Louis Le Nain -"La visite chez la grand-mère"


Pour parler de ces êtres, sensibles et tourmentés Cécile OUMHANI a choisi un beau parti : un plan simple, une succession de tableaux - chaque scène en est un au sens pictural du terme, un beau style, classique, riche de mots anciens qui parfois interrogent mais charment toujours.

Tout a été ressenti ici et ce qui est écrit a d'abord été vu, senti, touché entendu, goûté :

"Les ruines, les gibets, les cadavres et la mort, il les a laissés là-bas sur une autre rive. Les sinistres bouffées d'avant, il les a éloignées en respirant à pleins poumons l'odeur des pigments de l'atelier. La griffe osseuse de la vieille voisine et son récit funèbre, il les a repoussés dans son sommeil, en noyant sa tête dans la chevelure de Catherine endormie. Le silence mortel des rues de sa ville s'est fondu dans une épaisse nuit, éclipsé par le souffle de Catherine à son oreille, la chaleur de son ventre contre le sien."

Pour finir un bel objet : couverture attrayante, papier épais, mise en page claire, belle typographie...
Vraiment que demander de plus ? 

mercredi 1 mai 2013

UNE TRISTE NOUVELLE


Cliché : Photo club de Montreuil

La conteuse, chanteuse, auteure haïtienne, Mimi BARTHELEMY est décédée le 27 avril dernier, à Paris.

Elle contait en français et en créole haïtien "dans le souci de transmettre ce qu'elle a reçu en partage et d'en être témoin à part entière au sein de la francophonie".*

Elle avait publié de nombreux ouvrages pour la jeunesse, en France, en Haïti, au Canada. 
Elle dirigeait également la collection "Les petites histoires du monde" aux Editions Vents d'ailleurs.

Catherine Bayle,  qui avait publié avec elle deux ouvrages ,"La Création de l' île de la tortue" et 
"Les perles de Zima" a eu la gentillesse de m'en informer.
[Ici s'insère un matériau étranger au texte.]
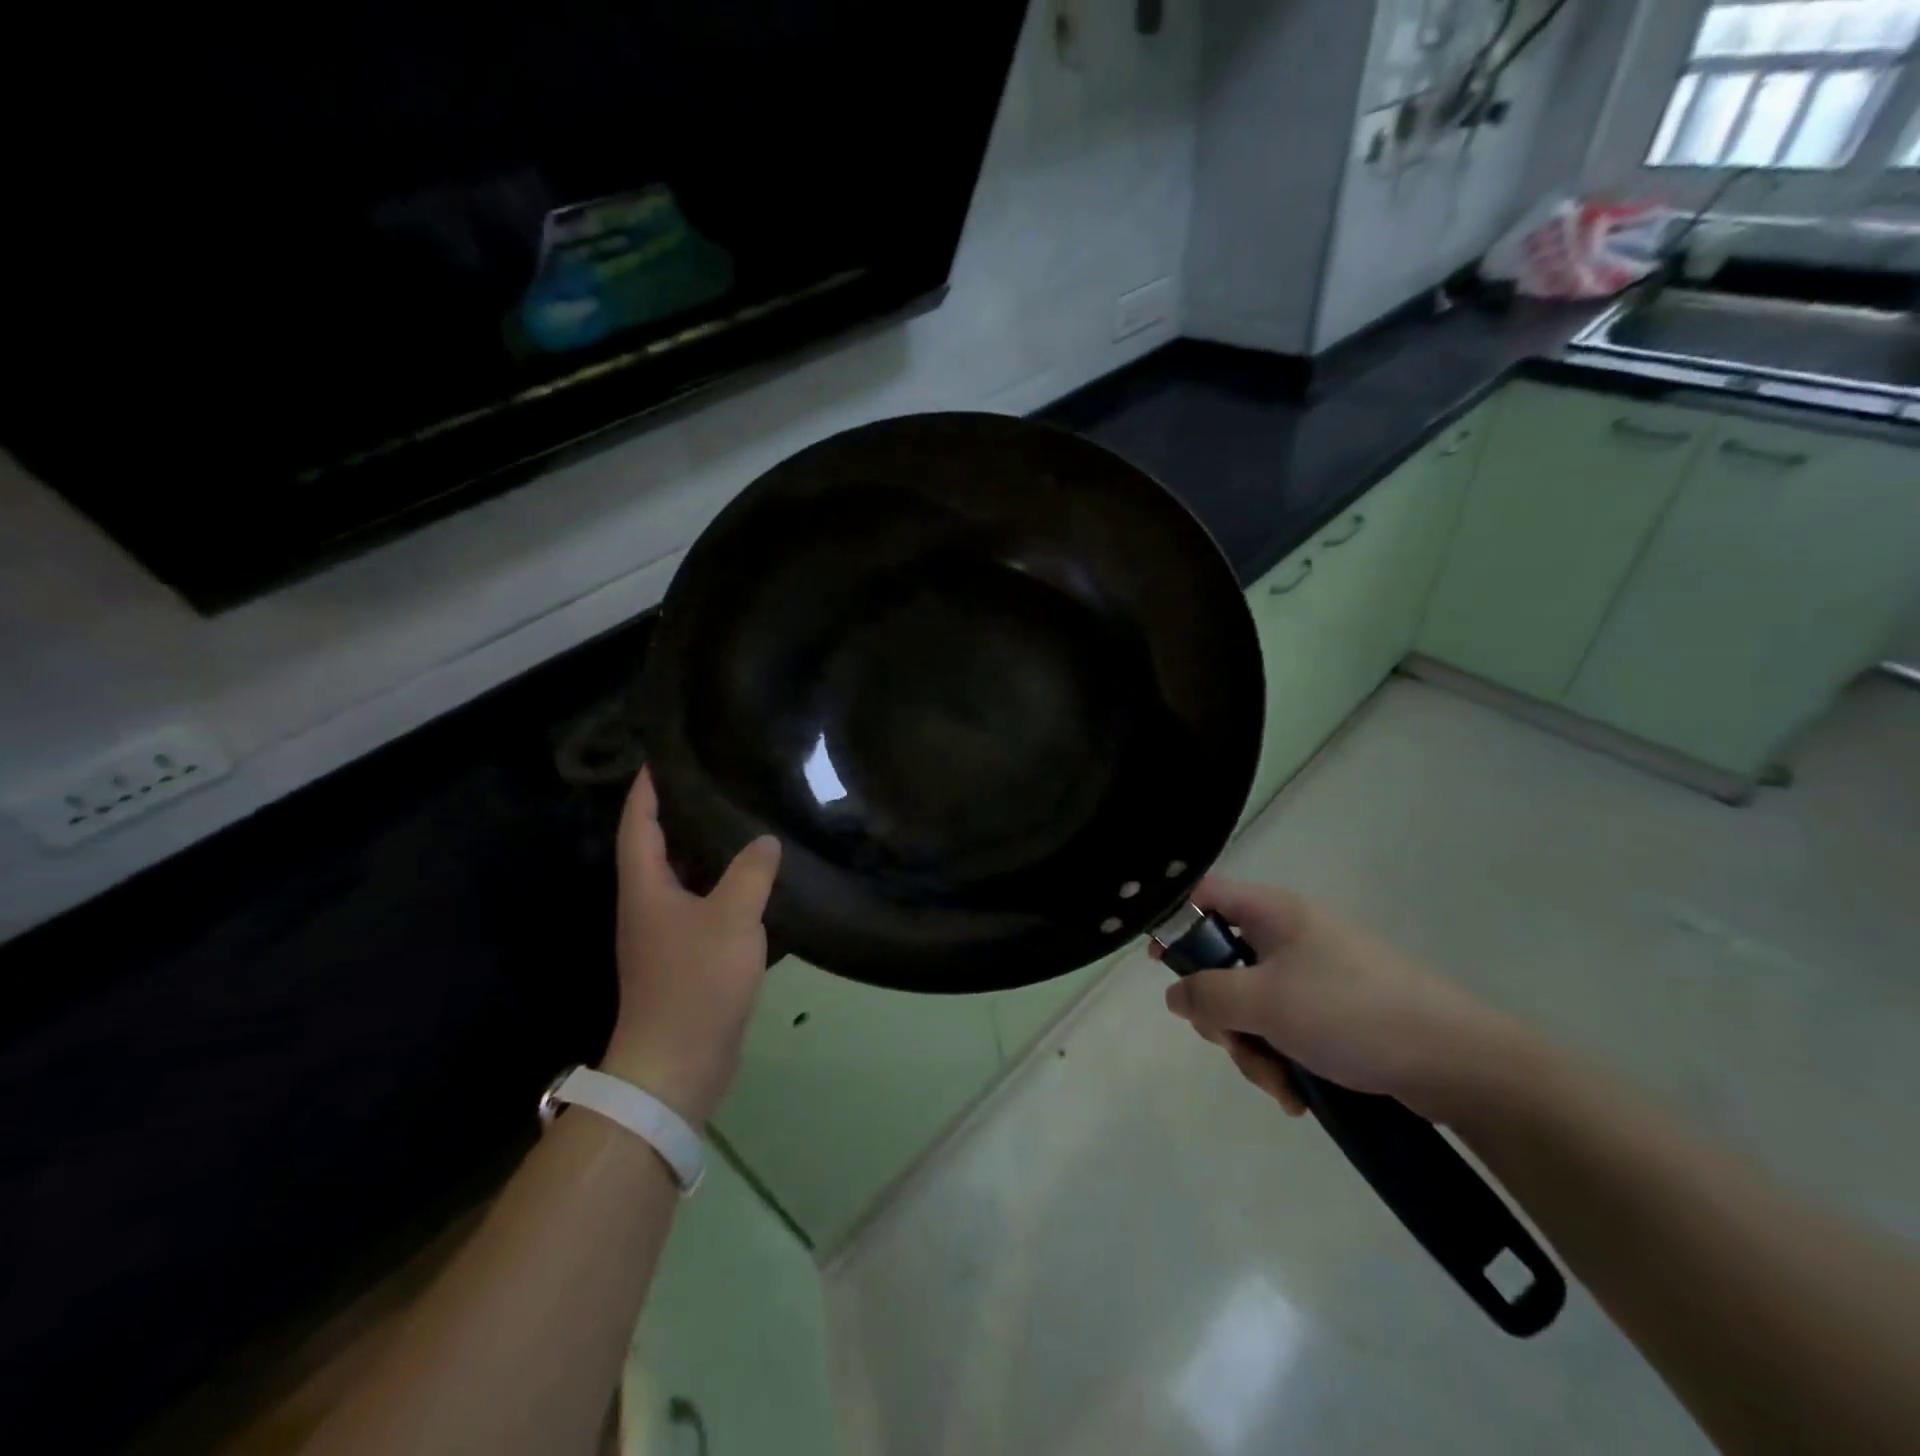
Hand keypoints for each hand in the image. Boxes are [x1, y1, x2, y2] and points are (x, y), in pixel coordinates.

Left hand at [601, 768, 781, 1126]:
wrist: (677, 1063)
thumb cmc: (696, 982)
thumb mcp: (732, 918)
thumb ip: (750, 873)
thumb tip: (765, 841)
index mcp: (646, 889)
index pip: (639, 826)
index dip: (647, 792)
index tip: (659, 760)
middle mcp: (648, 906)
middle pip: (657, 849)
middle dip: (678, 816)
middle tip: (713, 784)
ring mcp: (664, 936)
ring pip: (682, 880)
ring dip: (703, 853)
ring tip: (738, 823)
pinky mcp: (684, 960)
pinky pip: (701, 908)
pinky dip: (720, 888)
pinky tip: (752, 883)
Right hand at [1162, 878, 1524, 1122]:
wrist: (1459, 1062)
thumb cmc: (1351, 1013)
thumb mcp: (1265, 1002)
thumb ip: (1207, 994)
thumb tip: (1175, 994)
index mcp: (1272, 913)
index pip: (1205, 896)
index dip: (1176, 922)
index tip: (1163, 966)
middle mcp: (1289, 937)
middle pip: (1222, 963)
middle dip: (1222, 1014)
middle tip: (1235, 1042)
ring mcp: (1313, 977)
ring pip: (1251, 1006)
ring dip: (1253, 1049)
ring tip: (1281, 1085)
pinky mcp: (1334, 1014)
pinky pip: (1285, 1031)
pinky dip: (1282, 1061)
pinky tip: (1299, 1095)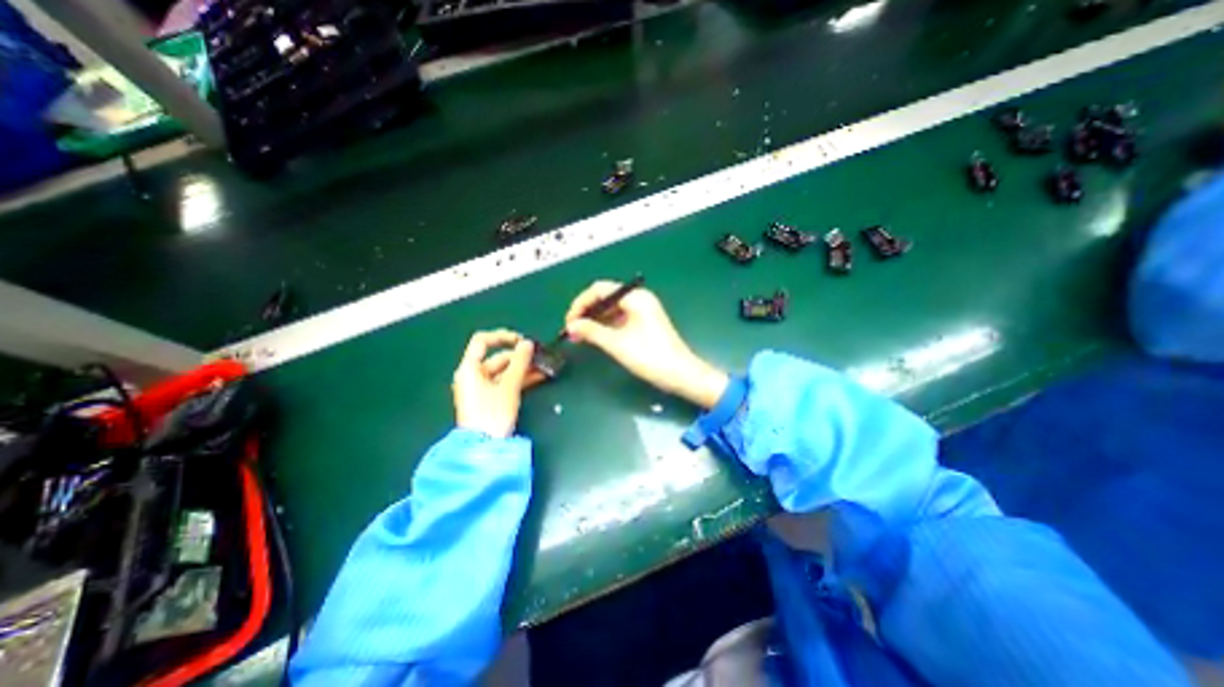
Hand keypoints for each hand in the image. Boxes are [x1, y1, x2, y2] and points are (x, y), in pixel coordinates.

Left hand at [455, 330, 539, 436]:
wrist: (484, 448)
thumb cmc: (493, 414)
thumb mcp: (509, 386)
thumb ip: (520, 363)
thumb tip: (527, 343)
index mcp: (470, 369)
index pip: (482, 341)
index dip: (503, 336)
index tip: (522, 341)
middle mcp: (473, 375)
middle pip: (497, 358)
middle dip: (520, 357)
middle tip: (540, 357)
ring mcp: (480, 388)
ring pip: (504, 371)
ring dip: (523, 369)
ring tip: (544, 368)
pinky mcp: (489, 399)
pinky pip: (505, 383)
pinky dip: (520, 379)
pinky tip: (538, 378)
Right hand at [564, 279, 724, 406]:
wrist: (680, 374)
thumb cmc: (650, 356)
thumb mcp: (617, 344)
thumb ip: (592, 331)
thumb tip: (571, 325)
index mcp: (635, 297)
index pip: (600, 289)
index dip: (581, 303)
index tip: (569, 320)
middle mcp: (639, 299)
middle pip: (605, 298)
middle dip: (587, 312)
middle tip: (571, 330)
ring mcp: (642, 311)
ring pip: (611, 309)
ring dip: (595, 320)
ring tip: (579, 335)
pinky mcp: (644, 323)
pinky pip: (619, 318)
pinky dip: (606, 326)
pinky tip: (595, 337)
Elles avaient commencé ensemble à travailler sur un nouveau livre, que malheureusement, nous n'aurons pas la joie de lire à nos enfants, petits-enfants, arrière-petits enfants...

*People Bo Kay

CHRONIQUE D'HIVER




Titre original : "Winter journal" - 2012 -
Auteur : Paul AUSTER
Traduction : Pierre FURLAN
Editions : Actes Sud/Leméac - 2013- 252 pages


Devant ce fait incontestable : il n'est plus jeune, soixante-quatre ans, au moment où il achève ce manuscrit, Paul Auster choisit de faire un retour sur sa vie en empruntant un chemin original, les sensations, toutes celles  "qui viennent de vivre dans ce corps depuis le premier jour" où il s'est senti vivant, jusqu'à aujourd'hui.

Elles sont nombreuses ces sensations : "plaisirs physiques et douleurs physiques",  plénitude  du sommeil enfantin, ivresse  de la bagarre et des jeux,  piqûres horribles des guêpes ou des frelons,  baisers donnés et reçus, extases rêvées puis vécues, mais aussi paroles restées gravées dans sa tête et son coeur, sonneries de téléphone qui ont bouleversé sa vie, malaises violents qui l'ont projeté à terre, et tant d'autres qui ont laissé leurs traces : cicatrices et bosses, dégâts probables et acceptés de l'alcool et du tabac.

Paul Auster, se regarde et se souvient, convoque les images des pays où il a vécu, dont la France, des vingt-et-un appartements et maisons qui l'ont accueilli, évoque ceux qui l'ont marqué, ceux qu'il a aimés ou qui l'ont aimé : inconnus, amis, amantes, tante détestable, cousine secourable,  parents mal-assortis et beaux-parents unis, fils espéré, fille admirée et bien sûr "l'Unique", rencontrée "le 23 février 1981", la femme qui est avec lui depuis ce soir-là. 

Il est tout çà, comme il est, suppose-t-il "le résultat de vastes migrations préhistoriques, de conquêtes de viols et d'enlèvements," le descendant de juifs d'Europe orientale à la progéniture si diverse, qu'il a décidé "en toute conscience d'être tout le monde, d'englober tout le monde" afin d'être "pleinement et plus librement" lui-même. 

C'est un livre d'un charme rare que celui-ci : parce qu'on y découvre un homme sensible et honnête qui se remémore et regrette ses lâchetés, qui pose sur le monde et les autres un regard aigu et tendre, qui sait dire qu'il a aimé et qu'il aime.

Pour peu que l'on ait son âge ou presque, s'ajoute le plaisir des souvenirs partagés.  Le "tu" avec lequel il s'interpelle nous interpelle  tout autant.

Comme  lui on sait qu' "une porte s'est refermée. Une autre s'est ouverte". 
Ensemble nous sommes entrés dans l'hiver de nos vies. 

Heureusement, il y a aussi de belles journées d'hiver en attendant, de "mourir aimable (si l'on peut)."